Ma poi Livorno, Vercelli, Mantova e, appunto, Casale. Un’intersezione da cui sono sorti un proprio minhag (rito), un proprio linguaggio, persino una propria cucina. L’opera di Elio Carmi è stata, un’opera di ricostruzione culturale, che tante volte, nel passare dei secoli, si è rivelata essenziale per la sopravvivenza di una coscienza ebraica. Un’opera, tra l’altro, svolta con grande garbo e rispetto per un ebraismo che doveva ricostituirsi e che mai avrebbe sopportato l’immersione in sterili dispute normative o dibattiti tutti rivolti verso l’interno.

Mi hanno colpito, nelle volte in cui sono stato invitato a Casale, le sue cautele nei confronti del pubblico, tra l’altro sempre numeroso e partecipe, quasi con piglio pedagogico, come, credo, si confaccia a queste occasioni. Toccherà ora alla figlia Daria, recentemente diventata mamma, raccogliere questa eredità, così come ha fatto in questi ultimi anni. Fortunatamente, ad ulteriore testimonianza della bontà del lavoro svolto, lo sforzo del papà è stato premiato dall’iscrizione alla Comunità di Casale di importanti figure dell’intellettualità ebraica italiana, a cominciare da Gad Lerner, così vicino a quei luoghi.
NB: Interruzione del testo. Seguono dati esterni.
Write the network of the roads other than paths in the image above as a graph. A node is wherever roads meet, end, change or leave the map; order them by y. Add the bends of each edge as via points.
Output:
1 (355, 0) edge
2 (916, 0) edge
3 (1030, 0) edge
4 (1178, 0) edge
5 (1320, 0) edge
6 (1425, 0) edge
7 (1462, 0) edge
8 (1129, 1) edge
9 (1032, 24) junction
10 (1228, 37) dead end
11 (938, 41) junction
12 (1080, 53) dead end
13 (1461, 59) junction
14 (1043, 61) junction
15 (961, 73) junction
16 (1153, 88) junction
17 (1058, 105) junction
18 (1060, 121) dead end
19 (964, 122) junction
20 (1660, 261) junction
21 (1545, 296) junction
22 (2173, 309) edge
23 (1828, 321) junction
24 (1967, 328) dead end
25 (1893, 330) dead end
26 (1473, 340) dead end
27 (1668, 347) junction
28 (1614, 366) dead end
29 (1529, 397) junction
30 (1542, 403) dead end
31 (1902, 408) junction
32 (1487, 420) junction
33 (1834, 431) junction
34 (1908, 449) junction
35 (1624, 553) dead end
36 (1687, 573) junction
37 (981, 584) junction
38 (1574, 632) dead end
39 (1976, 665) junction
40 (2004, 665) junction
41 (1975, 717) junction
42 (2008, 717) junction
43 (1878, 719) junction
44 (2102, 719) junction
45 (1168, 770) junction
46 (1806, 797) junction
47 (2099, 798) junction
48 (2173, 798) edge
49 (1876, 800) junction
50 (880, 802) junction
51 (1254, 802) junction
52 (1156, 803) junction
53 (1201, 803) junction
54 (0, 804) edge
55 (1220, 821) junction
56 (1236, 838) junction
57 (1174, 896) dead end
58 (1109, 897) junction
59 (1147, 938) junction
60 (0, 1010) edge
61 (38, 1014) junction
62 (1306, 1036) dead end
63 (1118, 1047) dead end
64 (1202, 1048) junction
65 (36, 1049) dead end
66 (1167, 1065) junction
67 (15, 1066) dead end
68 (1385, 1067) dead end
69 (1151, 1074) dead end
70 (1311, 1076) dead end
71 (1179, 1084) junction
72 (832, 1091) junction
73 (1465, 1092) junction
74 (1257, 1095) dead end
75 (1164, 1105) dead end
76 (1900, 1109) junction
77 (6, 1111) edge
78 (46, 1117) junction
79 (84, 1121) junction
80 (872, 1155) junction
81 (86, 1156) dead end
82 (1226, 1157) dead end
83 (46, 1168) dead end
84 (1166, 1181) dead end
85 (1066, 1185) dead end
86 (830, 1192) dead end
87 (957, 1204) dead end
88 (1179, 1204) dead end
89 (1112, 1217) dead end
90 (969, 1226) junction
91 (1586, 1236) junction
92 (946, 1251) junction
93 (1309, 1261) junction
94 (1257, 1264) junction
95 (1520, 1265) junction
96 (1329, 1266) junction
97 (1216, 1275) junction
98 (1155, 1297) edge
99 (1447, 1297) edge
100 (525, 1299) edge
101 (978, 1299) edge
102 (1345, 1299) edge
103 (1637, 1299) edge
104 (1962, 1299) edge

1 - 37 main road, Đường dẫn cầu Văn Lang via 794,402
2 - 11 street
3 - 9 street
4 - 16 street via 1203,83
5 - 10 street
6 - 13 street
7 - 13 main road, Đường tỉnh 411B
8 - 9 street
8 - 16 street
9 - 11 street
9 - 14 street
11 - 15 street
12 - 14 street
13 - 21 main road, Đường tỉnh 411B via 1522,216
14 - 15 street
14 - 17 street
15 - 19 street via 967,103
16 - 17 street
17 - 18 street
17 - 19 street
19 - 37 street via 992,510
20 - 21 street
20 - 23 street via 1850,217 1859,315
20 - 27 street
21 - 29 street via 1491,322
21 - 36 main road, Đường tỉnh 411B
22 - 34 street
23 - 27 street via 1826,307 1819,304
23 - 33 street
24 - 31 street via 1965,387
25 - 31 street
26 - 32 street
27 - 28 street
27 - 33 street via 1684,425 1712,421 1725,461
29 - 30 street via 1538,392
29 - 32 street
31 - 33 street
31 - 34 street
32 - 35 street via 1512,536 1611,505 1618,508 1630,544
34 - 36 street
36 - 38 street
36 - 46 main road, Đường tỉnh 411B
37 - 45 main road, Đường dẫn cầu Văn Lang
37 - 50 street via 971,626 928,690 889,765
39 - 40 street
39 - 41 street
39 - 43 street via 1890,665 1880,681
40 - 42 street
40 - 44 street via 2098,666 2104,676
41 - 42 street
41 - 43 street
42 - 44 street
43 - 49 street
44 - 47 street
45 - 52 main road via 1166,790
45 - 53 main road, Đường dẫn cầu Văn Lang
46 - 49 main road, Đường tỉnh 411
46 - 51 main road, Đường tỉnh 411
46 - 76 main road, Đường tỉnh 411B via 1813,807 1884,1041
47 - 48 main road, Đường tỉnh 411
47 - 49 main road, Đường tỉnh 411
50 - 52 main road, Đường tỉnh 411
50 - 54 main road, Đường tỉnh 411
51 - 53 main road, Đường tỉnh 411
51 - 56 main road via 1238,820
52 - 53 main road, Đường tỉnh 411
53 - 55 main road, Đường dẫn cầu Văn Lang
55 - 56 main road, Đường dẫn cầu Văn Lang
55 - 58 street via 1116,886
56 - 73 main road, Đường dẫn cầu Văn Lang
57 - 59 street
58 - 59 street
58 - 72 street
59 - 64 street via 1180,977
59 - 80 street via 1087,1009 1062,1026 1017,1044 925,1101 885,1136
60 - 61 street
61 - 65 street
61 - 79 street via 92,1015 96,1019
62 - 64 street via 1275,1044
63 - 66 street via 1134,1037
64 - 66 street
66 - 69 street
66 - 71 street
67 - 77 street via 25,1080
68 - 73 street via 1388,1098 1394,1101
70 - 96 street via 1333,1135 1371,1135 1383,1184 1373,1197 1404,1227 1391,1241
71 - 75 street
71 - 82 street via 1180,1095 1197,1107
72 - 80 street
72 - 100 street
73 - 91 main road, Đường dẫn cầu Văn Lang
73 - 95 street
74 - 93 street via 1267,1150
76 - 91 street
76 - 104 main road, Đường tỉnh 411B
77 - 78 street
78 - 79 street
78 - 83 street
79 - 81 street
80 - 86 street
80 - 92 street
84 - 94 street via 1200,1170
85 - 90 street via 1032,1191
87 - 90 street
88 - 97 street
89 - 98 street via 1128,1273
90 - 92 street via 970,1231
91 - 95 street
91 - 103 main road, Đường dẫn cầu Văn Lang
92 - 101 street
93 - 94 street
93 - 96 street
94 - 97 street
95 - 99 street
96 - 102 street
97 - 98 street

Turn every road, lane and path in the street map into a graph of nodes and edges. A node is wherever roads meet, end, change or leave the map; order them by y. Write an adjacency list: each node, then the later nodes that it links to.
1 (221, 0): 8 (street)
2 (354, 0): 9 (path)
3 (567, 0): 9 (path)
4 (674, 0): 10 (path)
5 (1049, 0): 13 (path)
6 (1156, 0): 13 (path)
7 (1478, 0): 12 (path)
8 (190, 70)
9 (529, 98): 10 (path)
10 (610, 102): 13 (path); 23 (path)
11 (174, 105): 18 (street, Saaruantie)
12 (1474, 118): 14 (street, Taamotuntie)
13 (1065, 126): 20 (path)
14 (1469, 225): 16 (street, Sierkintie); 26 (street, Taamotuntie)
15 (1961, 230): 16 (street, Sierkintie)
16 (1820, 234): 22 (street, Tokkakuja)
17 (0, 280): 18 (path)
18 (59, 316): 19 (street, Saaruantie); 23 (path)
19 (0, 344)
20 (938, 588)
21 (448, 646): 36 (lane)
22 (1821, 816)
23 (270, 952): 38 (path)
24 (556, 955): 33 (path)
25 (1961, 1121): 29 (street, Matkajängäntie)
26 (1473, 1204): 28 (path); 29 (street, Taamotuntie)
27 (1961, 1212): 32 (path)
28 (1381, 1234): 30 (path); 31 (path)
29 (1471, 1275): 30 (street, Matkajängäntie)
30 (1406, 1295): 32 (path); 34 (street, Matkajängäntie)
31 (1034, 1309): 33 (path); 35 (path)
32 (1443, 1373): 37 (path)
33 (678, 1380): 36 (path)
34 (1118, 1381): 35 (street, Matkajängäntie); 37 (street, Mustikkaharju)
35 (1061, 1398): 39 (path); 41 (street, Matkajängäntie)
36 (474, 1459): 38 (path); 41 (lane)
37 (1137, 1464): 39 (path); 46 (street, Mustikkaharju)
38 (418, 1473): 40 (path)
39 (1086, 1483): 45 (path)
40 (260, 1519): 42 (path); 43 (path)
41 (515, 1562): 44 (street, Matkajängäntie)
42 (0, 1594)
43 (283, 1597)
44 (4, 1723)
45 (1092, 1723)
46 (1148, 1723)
Ma la storia di Elio Carmi non è privata per un altro motivo. Se l’è portato via quel mesotelioma pleurico noto come «la malattia di Casale». Uno dei grandi scandali della storia italiana: un’intera comunità decimata dalle polveri di amianto disperse per decenni dallo stabilimento dell’Eternit, insediatosi nel lontano 1907. La morte di Carmi si somma alle quasi duemila già registrate per la stessa causa. Dopo decenni di processi, nel giugno scorso la Corte d’Assise di Novara ha condannato a dodici anni di carcere e ad un’ammenda di decine di milioni di Euro da destinare allo Stato, al Comune e alle famiglie delle vittime l’industriale svizzero Stephan Schmidheiny, ritenuto responsabile della morte di 392 persone decedute a causa dell'amianto a Casale Monferrato e nelle zone adiacenti. Un tardivo atto di giustizia nei confronti di una città in cui, ancora oggi, viene diagnostico un tumore dello stesso tipo ogni settimana. Ma la religione ebraica, se di religione si può parlare, è una cultura della vita. Del Dio vivente, come ci insegnano le Scritture. A noi, quindi, piace ricordare Elio Carmi più per come è vissuto e per quello che ha lasciato, che per come è morto.